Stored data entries
******
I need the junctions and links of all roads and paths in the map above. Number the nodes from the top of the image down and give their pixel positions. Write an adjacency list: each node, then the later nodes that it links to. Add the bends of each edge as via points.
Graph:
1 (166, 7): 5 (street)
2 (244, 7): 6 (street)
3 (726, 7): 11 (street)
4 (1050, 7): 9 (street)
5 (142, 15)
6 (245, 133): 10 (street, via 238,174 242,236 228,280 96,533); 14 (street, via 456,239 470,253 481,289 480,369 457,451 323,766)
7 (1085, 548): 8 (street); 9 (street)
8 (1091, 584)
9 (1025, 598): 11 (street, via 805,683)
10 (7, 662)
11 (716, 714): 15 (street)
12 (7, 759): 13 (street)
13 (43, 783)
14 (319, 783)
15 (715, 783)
******
● **REQUIRED WORK**:
Please reproduce the data as it was given, with every line exact.

● **WRITTEN ANSWER**:
I need the junctions and links of all roads and paths in the map above. Number the nodes from the top of the image down and give their pixel positions. Write an adjacency list: each node, then the later nodes that it links to. Add the bends of each edge as via points.
Graph:
1 (166, 7): 5 (street)
2 (244, 7): 6 (street)
3 (726, 7): 11 (street)
4 (1050, 7): 9 (street)
5 (142, 15)
6 (245, 133): 10 (street, via 238,174 242,236 228,280 96,533); 14 (street, via 456,239 470,253 481,289 480,369 457,451 323,766)
7 (1085, 548): 8 (street); 9 (street)
8 (1091, 584)
9 (1025, 598): 11 (street, via 805,683)
10 (7, 662)
11 (716, 714): 15 (street)
12 (7, 759): 13 (street)
13 (43, 783)
14 (319, 783)
15 (715, 783)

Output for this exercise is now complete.